# [Your goal]
If a line in the material below has the string "Which", copy it out.

# [Source material]

>>>>

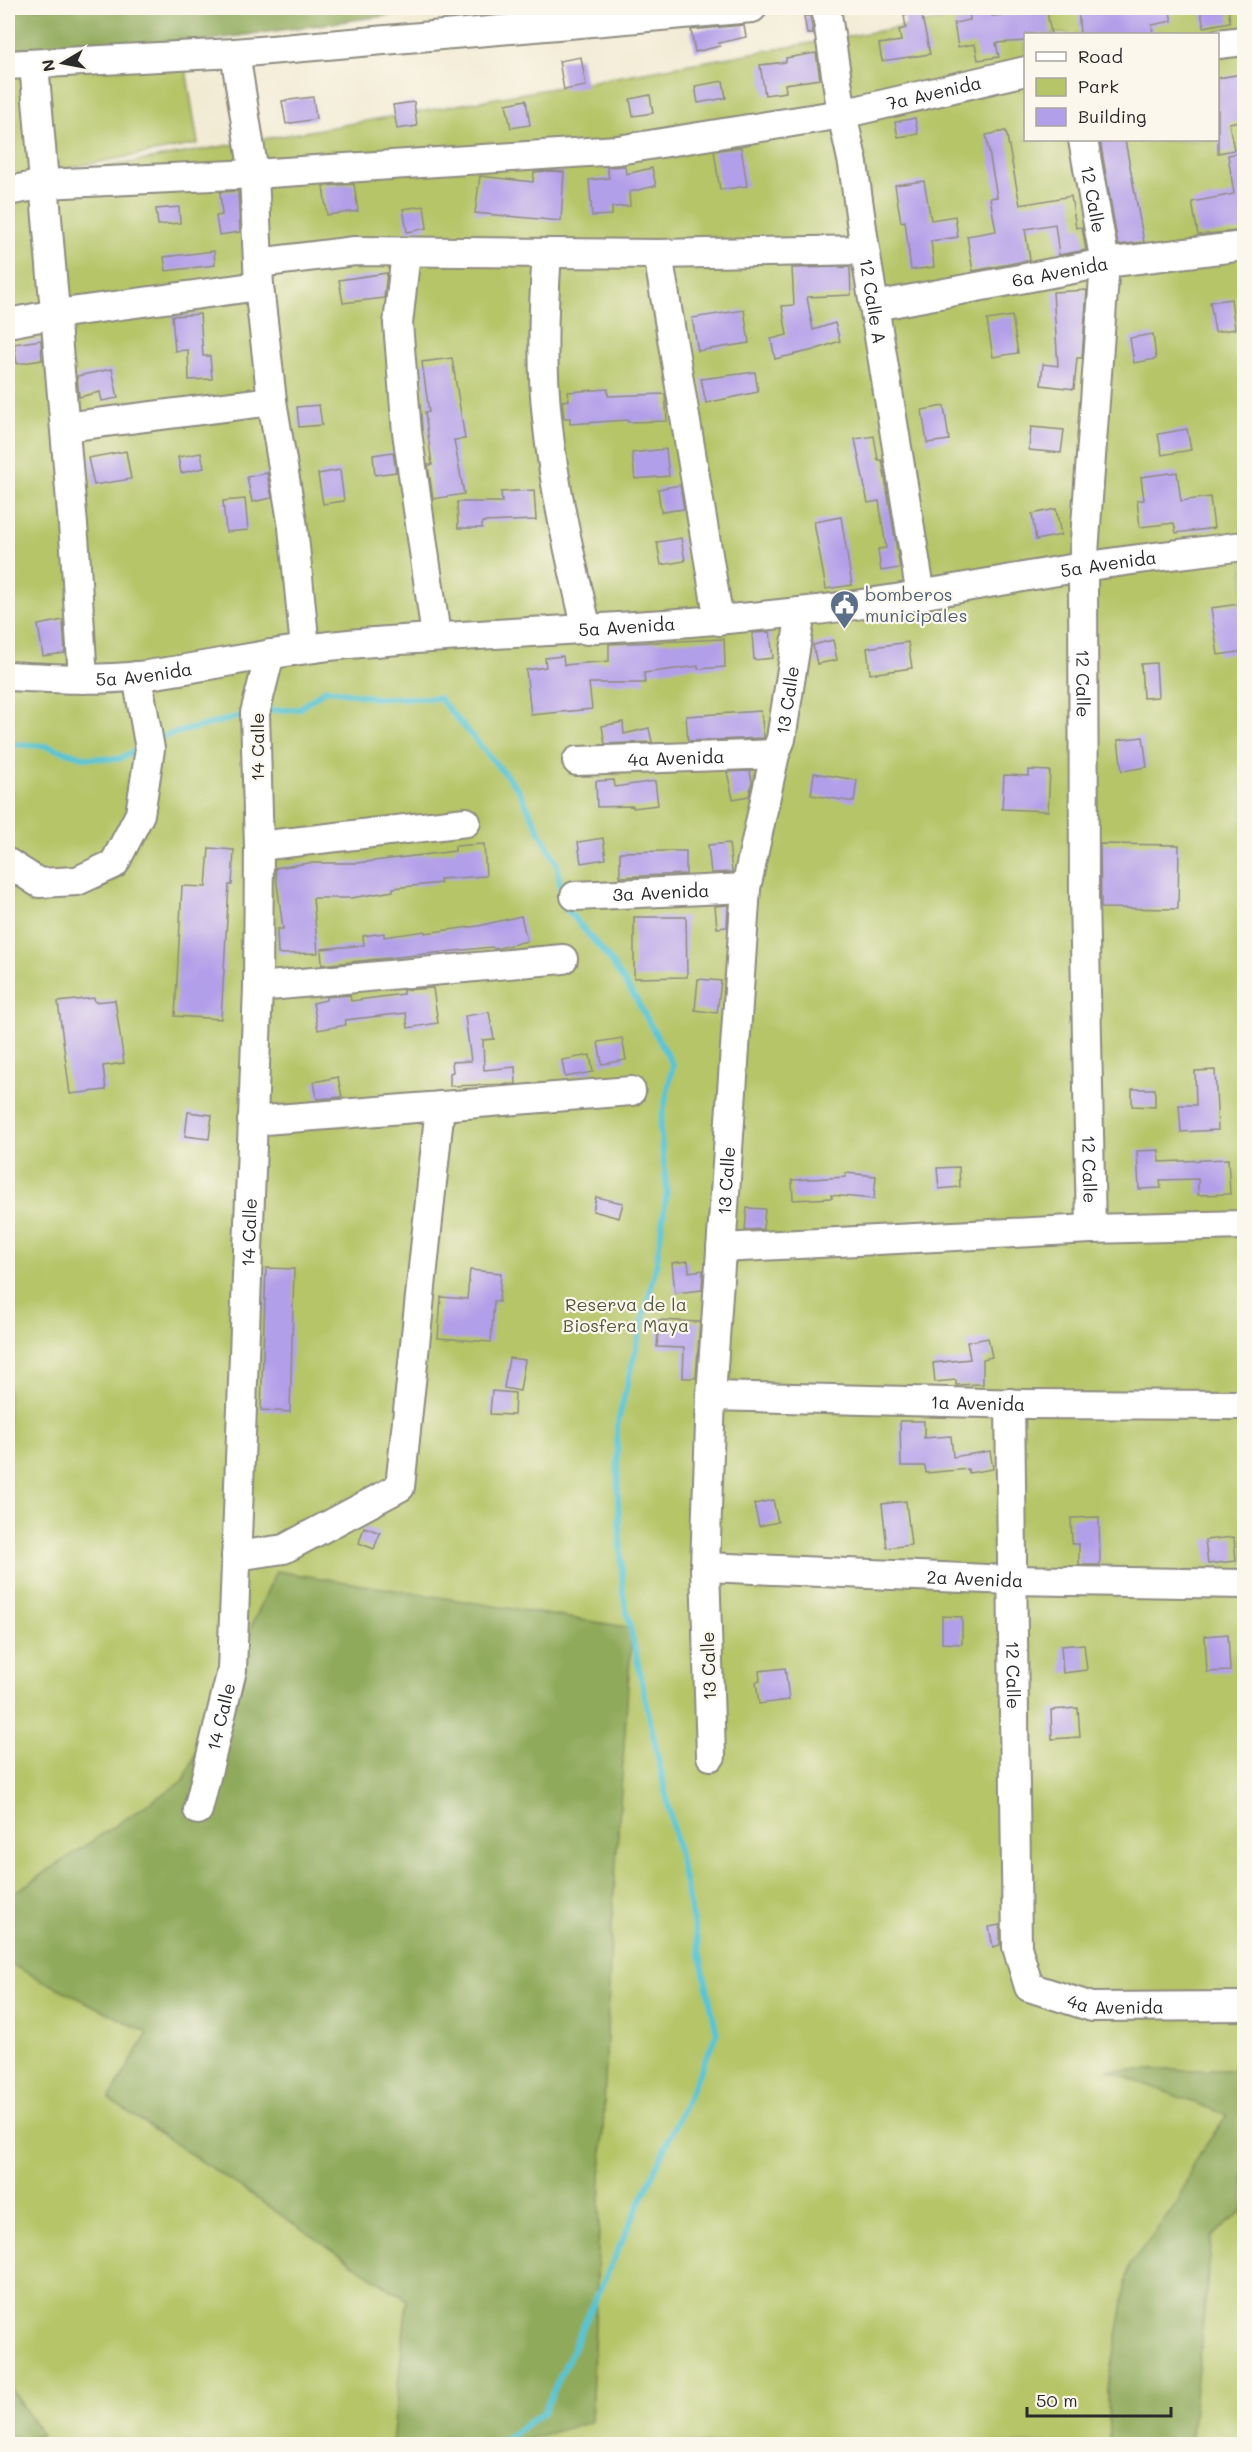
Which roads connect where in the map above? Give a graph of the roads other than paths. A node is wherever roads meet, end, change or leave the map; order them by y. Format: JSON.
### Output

<<<<
>>>>

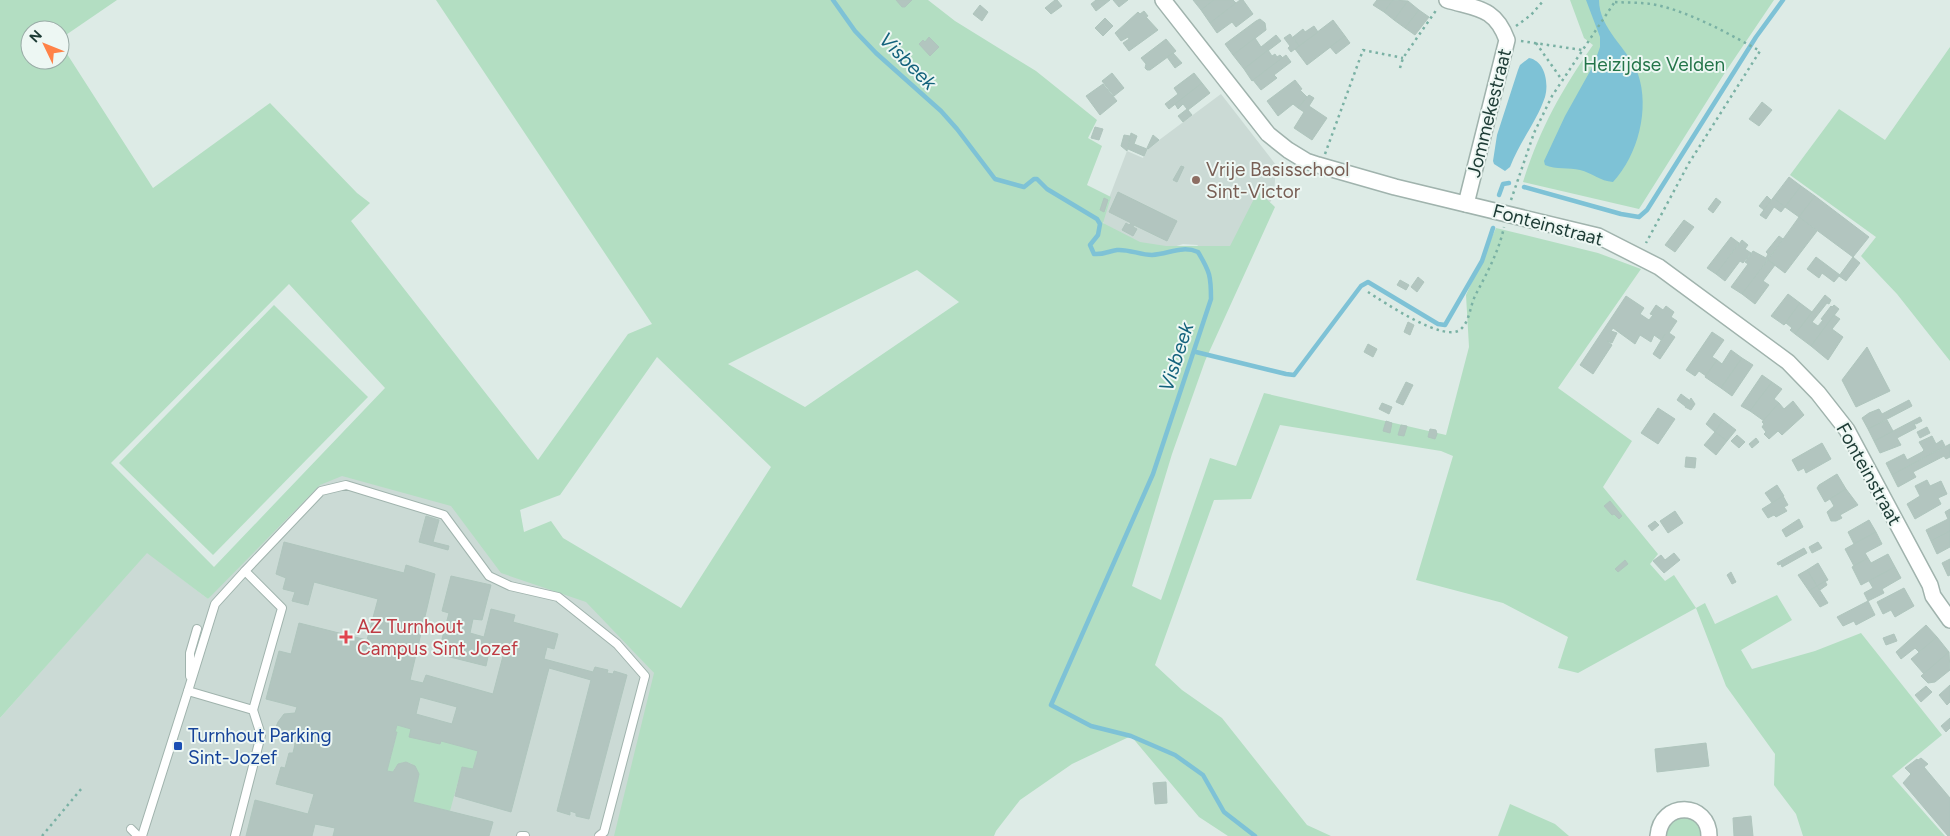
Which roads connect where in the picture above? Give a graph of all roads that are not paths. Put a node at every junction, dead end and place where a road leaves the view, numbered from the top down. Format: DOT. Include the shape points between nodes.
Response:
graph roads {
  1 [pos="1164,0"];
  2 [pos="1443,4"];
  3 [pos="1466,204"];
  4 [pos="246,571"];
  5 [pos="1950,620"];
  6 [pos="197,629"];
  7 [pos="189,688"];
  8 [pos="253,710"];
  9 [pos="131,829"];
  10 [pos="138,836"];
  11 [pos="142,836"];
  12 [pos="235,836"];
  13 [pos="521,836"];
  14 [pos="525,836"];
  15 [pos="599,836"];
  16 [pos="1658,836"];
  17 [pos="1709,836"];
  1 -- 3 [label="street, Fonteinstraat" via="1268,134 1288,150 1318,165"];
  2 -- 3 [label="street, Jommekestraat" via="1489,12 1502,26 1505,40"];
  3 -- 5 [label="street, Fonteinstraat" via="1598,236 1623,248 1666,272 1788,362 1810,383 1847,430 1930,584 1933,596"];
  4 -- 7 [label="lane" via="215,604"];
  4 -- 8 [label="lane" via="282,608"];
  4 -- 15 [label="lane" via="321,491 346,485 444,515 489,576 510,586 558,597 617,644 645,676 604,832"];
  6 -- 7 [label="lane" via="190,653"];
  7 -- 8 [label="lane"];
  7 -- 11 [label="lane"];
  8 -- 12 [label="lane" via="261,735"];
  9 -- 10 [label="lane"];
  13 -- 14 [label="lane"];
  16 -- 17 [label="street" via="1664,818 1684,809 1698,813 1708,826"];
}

<<<<

# [Exercise output]
Which roads connect where in the map above? Give a graph of the roads other than paths. A node is wherever roads meet, end, change or leave the map; order them by y. Format: JSON.
Which roads connect where in the picture above? Give a graph of all roads that are not paths. Put a node at every junction, dead end and place where a road leaves the view, numbered from the top down. Format: DOT. Include the shape points between nodes.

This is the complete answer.